§ Directions
Each line in the records that mentions the word "paths" needs to be listed.

§ Source material
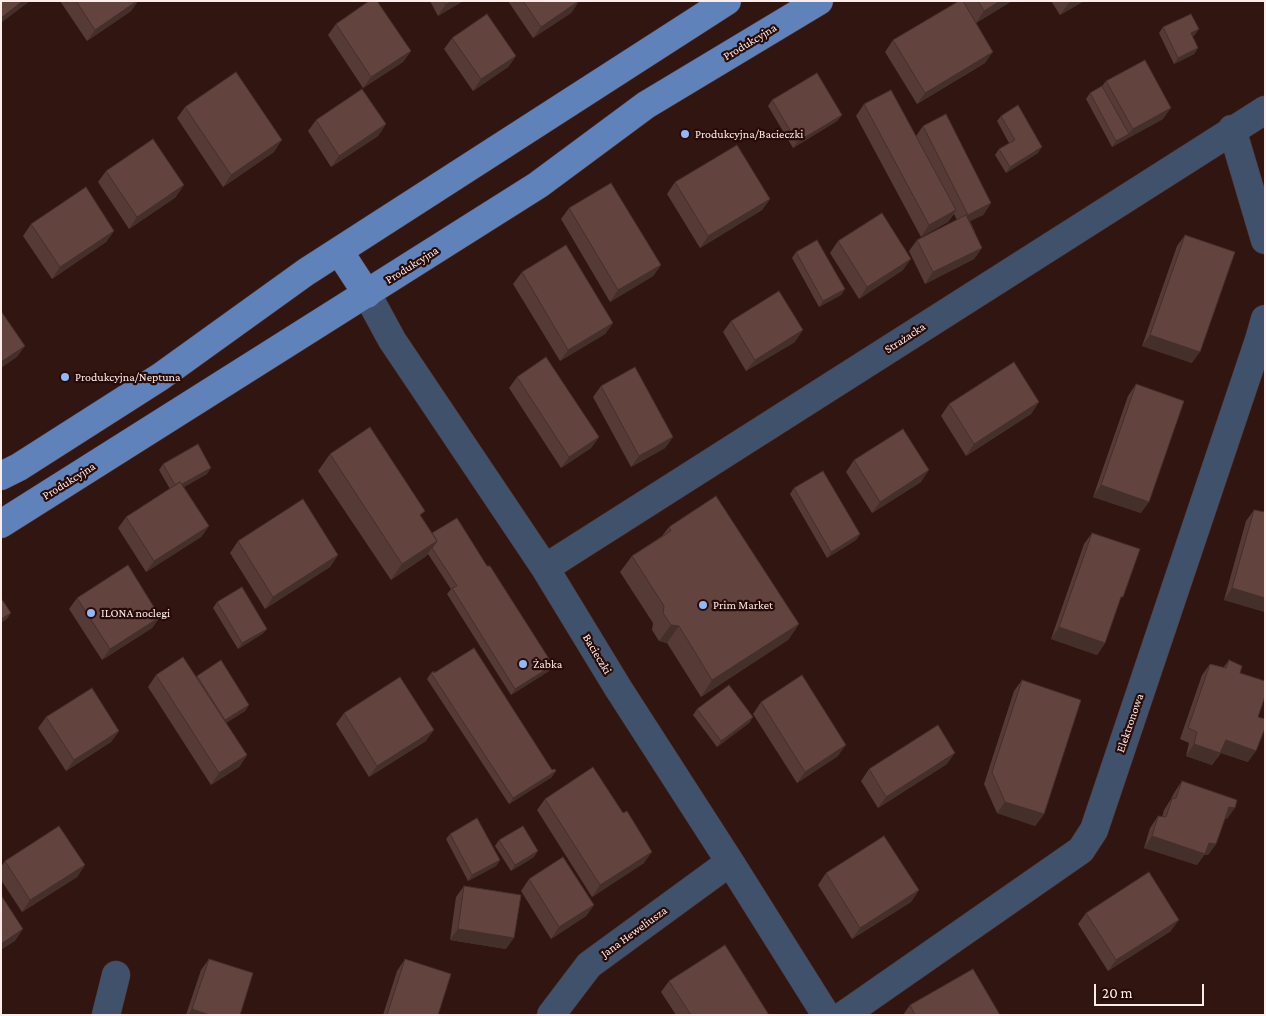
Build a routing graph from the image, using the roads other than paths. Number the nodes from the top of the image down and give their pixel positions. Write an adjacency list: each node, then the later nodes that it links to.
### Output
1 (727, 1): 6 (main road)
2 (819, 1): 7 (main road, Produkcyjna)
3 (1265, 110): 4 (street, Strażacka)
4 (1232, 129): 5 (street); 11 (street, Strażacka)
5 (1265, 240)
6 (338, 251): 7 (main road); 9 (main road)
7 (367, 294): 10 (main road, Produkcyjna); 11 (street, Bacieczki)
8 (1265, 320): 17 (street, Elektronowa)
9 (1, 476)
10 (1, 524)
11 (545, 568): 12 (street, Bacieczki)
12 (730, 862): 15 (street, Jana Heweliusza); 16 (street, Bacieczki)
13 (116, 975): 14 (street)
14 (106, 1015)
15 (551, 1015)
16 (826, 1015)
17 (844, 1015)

==

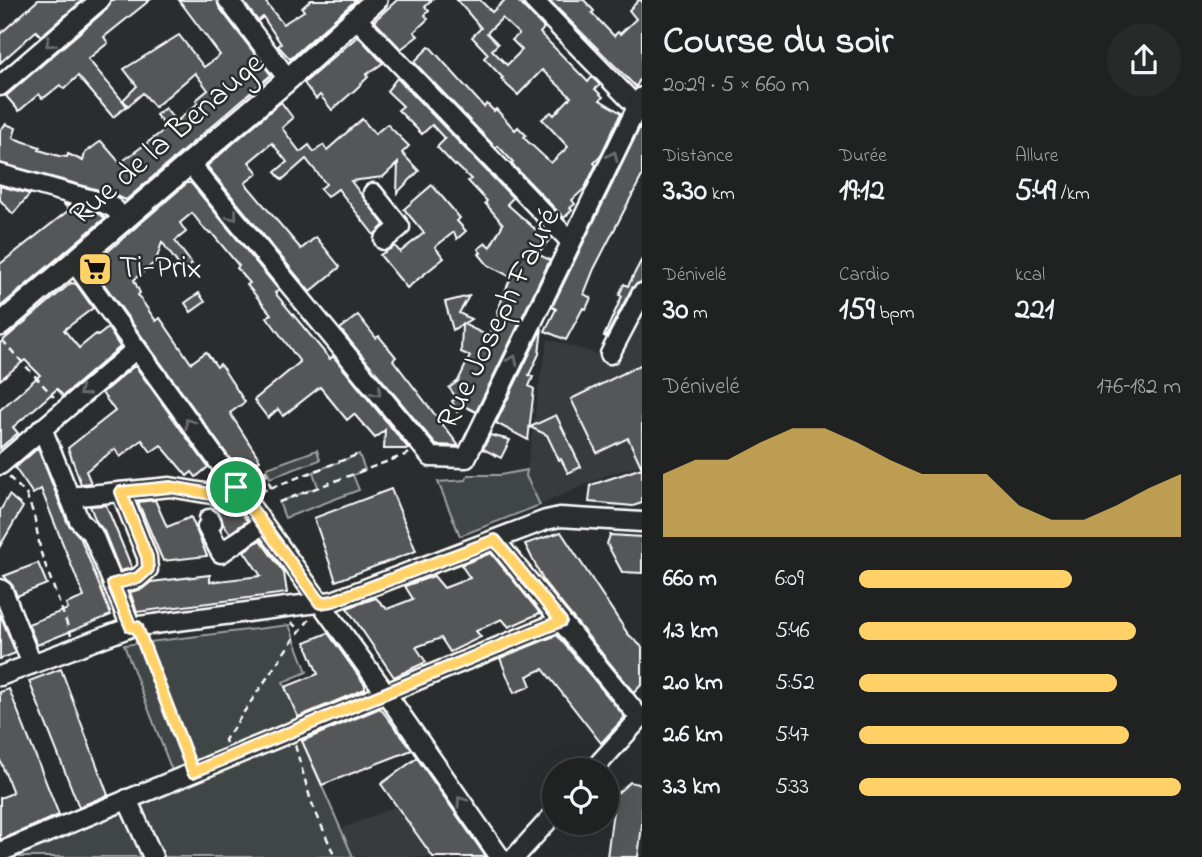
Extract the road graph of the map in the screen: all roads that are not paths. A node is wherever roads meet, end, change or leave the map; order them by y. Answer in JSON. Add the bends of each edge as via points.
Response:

--

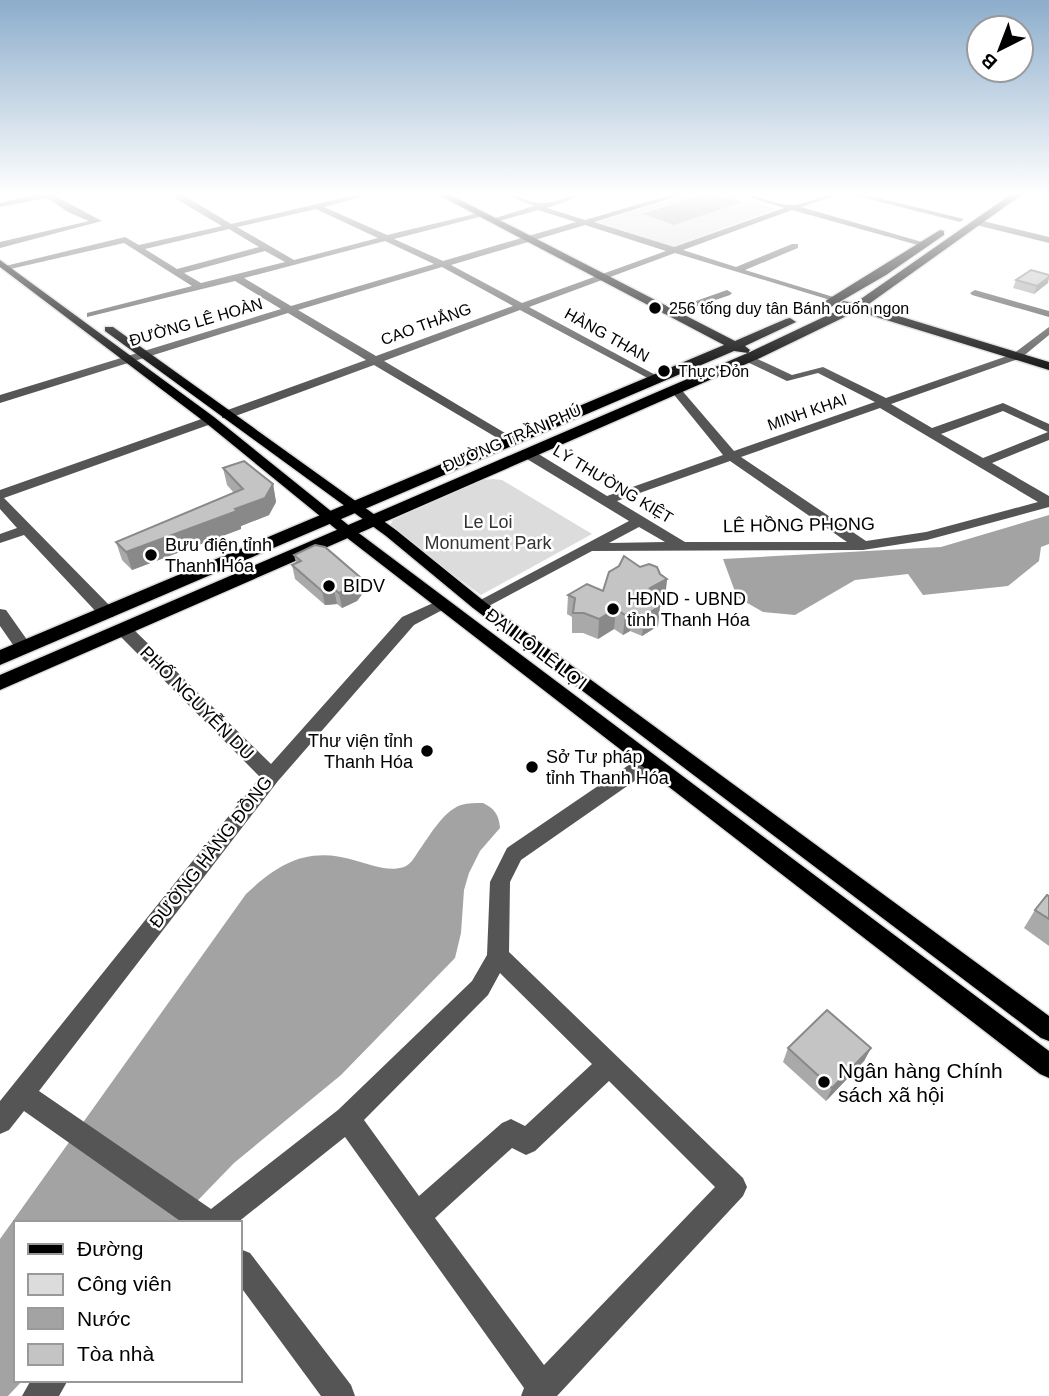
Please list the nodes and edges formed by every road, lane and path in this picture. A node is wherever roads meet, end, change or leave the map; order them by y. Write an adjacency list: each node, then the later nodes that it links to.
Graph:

§ Solution below
Build a routing graph from the image, using the roads other than paths. Number the nodes from the top of the image down and give their pixel positions. Write an adjacency list: each node, then the later nodes that it links to.
Extract the road graph of the map in the screen: all roads that are not paths. A node is wherever roads meet, end, change or leave the map; order them by y. Answer in JSON. Add the bends of each edge as via points.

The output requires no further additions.